Está bien que la violencia es un lugar común en nuestro país (lugar común en el
sentido de que todos discurrimos por ella con mayor o menor intensidad o
frecuencia), pero aun así no hay que hacer de ese lugar común, tan doloroso,
por cierto, el lugar más común de todos los lugares y mucho menos el refugio
donde se esconden los que carecen de ideas auténticas y originales. No es lo
mismo enfrentar el tema de la violencia con mirada honesta, con mirada
artística, que valerse de ella con motivación sensacionalista para captar
lectores que, por horrendo que suene, parecen solazarse y divertirse con los
temas escabrosos y/o con la desgracia humana... Me he echado todo este discurso
porque me parece que eso es lo que hace César Herrera en su novela |Isolina: retomar el tema de
la violencia y meterlo en un paquete compuesto de miles de paqueticos para
venderle algo a un público que bien pudiera estar leyendo otro tipo de
publicaciones.
El
Buda Sakyamuni lanzó una vez una frase que a veces resuena en mis oídos. Dijo:
"Un hombre sabio es aquel que sabe que suficiente es suficiente".
Todo en la vida tiene un punto, un límite, a partir del cual, todo lo que sigue
es exceso, abuso, estereofonía, total falta de sabiduría. Dicho en otras
palabras: todos tenemos días malos, pero cuando el día es demasiado malo
resulta ya increíble en el significado más estricto de esta palabra. Es como la
canción de los Beatles |A
Day in the Life, que cuenta la historia de alguien que lee
las noticias y, a pesar de que cuentan de un hombre que se voló la cabeza en un
carro, pues no se dio cuenta de que el semáforo había cambiado, no puede evitar
soltar la risa. Si estamos de buenas pulgas, el exceso resulta hilarante. Si no
lo estamos, bueno, mandamos a los que lo cometen a freír espárragos.
Hablando
de excesos, hay que decir abiertamente que en el libro de César Herrera hay de
todo, demasiado de todo, como en cualquier noticiero colombiano: hay violencia
callejera, política, sexual; de actores de la delincuencia común, del
narcotráfico. Hay travestismo, sexo telefónico, sida, atracos, prostitución,
corrupción, robo. Hay santería, hay religión convencional, hay brujería. Hay
alcoholismo, hay drogadicción. ¡Es demasiado! No hay cuerpo que aguante, ni
ojos que resistan, ni ganas de acabar el libro que soporten. Si no fuera porque
debía terminar de leerlo, juro que habría mandado a César Herrera a comer papas
fritas.
|Isolina es mi primer
encuentro con César Herrera.

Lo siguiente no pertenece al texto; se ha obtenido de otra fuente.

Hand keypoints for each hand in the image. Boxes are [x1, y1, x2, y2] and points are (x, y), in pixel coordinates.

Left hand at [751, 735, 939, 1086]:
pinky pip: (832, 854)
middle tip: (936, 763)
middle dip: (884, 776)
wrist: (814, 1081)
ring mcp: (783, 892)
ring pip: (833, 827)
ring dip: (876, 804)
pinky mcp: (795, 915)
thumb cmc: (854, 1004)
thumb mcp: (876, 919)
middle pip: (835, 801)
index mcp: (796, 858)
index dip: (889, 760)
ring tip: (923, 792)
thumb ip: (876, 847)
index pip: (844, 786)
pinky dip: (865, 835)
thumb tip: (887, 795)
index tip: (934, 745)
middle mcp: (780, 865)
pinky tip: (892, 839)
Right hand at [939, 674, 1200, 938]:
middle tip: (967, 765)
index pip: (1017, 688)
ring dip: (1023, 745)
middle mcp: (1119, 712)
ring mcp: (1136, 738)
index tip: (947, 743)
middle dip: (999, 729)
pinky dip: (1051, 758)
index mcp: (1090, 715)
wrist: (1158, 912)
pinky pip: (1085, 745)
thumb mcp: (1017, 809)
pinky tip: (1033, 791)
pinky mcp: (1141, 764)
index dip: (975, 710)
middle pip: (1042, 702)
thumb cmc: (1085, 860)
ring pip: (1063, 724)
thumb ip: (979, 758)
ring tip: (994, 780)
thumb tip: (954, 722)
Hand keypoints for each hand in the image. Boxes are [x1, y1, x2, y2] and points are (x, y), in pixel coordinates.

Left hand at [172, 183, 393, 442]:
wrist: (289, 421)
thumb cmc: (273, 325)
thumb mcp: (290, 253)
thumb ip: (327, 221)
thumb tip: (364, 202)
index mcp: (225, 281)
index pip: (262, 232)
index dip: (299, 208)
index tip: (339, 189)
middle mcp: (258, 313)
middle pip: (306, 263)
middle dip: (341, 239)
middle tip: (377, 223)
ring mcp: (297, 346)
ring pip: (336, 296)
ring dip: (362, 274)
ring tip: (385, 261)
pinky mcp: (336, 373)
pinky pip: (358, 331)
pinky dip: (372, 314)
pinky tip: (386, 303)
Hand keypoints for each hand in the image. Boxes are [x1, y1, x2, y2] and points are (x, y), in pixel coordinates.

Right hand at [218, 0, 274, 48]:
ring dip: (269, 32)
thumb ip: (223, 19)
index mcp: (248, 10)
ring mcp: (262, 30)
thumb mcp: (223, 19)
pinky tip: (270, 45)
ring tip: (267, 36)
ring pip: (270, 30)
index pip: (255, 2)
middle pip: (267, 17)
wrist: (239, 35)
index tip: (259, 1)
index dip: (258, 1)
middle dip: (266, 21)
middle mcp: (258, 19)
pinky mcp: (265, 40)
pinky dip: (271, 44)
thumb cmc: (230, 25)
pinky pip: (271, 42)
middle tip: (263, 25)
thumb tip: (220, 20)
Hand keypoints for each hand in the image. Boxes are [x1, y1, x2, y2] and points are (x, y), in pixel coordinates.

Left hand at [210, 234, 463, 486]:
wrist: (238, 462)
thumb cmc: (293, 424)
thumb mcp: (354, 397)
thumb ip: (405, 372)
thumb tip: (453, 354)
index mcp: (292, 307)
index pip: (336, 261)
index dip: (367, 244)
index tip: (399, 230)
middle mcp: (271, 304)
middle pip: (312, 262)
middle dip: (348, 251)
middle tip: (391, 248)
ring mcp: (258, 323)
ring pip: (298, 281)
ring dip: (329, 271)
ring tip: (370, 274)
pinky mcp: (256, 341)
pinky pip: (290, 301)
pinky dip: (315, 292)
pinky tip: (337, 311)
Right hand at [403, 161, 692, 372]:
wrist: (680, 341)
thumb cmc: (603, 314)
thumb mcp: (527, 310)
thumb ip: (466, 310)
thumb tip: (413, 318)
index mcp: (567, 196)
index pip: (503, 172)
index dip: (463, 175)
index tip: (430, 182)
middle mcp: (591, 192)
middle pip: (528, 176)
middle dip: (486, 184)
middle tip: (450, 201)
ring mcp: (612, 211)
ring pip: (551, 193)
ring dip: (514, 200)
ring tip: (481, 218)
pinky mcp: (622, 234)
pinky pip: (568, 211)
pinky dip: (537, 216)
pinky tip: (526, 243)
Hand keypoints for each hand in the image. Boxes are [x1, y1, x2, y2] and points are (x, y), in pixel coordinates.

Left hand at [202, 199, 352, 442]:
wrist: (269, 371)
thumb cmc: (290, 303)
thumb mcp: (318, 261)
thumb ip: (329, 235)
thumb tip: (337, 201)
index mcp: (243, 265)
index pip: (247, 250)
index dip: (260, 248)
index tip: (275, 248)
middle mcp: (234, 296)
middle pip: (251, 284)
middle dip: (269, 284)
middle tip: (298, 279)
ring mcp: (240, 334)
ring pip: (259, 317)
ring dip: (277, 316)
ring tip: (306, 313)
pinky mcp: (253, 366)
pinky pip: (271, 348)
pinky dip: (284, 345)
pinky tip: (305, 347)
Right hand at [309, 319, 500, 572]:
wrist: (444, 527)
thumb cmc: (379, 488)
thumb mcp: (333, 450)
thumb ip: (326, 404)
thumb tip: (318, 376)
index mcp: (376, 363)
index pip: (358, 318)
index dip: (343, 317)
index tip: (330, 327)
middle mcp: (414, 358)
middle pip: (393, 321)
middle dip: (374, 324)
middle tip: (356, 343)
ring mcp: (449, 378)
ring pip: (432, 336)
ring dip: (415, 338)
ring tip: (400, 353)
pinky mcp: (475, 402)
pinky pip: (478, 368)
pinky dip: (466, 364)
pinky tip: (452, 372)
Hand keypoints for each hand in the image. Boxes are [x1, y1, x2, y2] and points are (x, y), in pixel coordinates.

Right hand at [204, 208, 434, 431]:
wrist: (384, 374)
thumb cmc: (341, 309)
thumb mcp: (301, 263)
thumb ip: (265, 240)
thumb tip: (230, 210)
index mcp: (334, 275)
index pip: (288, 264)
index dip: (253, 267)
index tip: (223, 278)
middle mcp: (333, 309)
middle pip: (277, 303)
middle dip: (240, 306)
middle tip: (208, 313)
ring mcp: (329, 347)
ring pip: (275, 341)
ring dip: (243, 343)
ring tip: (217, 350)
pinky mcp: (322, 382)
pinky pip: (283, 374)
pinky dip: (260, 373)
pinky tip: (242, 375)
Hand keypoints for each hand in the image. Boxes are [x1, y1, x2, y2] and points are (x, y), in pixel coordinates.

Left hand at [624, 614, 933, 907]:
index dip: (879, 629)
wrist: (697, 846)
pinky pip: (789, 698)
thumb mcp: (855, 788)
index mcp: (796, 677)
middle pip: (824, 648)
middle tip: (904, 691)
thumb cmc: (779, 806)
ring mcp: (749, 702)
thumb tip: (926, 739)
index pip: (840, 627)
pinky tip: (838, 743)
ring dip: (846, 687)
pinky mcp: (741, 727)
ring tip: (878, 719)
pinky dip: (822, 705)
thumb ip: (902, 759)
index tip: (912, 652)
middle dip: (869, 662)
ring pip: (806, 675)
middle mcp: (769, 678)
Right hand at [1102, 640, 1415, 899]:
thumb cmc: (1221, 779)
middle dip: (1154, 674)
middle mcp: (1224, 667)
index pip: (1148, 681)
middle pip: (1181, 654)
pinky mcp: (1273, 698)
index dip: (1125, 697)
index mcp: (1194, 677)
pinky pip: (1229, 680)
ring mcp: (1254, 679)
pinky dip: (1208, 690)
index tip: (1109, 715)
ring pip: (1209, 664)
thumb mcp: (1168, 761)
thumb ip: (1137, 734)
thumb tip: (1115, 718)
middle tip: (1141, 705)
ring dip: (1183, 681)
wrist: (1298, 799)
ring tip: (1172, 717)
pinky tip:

Revisando la pequeña bibliografía suya que aparece
en la solapa de la publicación (por cierto, bastante bien producida), deduzco
que es paisa y me entero de que ha publicado varios libros desde hace ya
algunos decenios. Tiene libros de poesía, tiene cuentos, ha dirigido una
revista literaria y, al parecer, ésta es su primera novela. ¿Será que tal vez
por eso cae en el exceso? Supongo que si uno escribe una colección de cuentos
quiera darles un hilo conductor escogiendo un tema que los una. Desde luego,
una novela también debe tener un elemento aglutinador, un motivo que contribuya
al decoro, como decía Horacio; esto es, a la coherencia interna de la obra.
Pero el pique y el repique sobre un mismo tema y el exceso de acontecimientos,
todos ellos facetas de una misma problemática, de ningún modo pueden ser el
elemento que cohesione, porque cuando es así al lector no lo quedan sino dos
opciones: o se aburre o finalmente suelta la carcajada como Lennon y Mac
Cartney en la canción ya mencionada: "Y aunque la noticia era demasiado
triste, no pude más que reír".
Hay
temas, como el de la violencia, que demandan de quien lo trata como principal,
delicadeza, seriedad, maestría, penetración en la naturaleza humana. Este tema,
ampliamente tratado en la literatura universal y en la colombiana exige mucho
para no caer en el sensacionalismo. Me explico: hay autores como Faulkner,
Carson McCullers, Cesare Pavese, Hemingway, Kerouac, Burroughs, entre muchos
otros, y para sólo hablar de los contemporáneos, que han abordado guerras
mayores y menores, conflictos, asesinatos, drogadicción, homosexualidad, pero
lo han hecho de manera artística y sin caer en fastidiosas superabundancias.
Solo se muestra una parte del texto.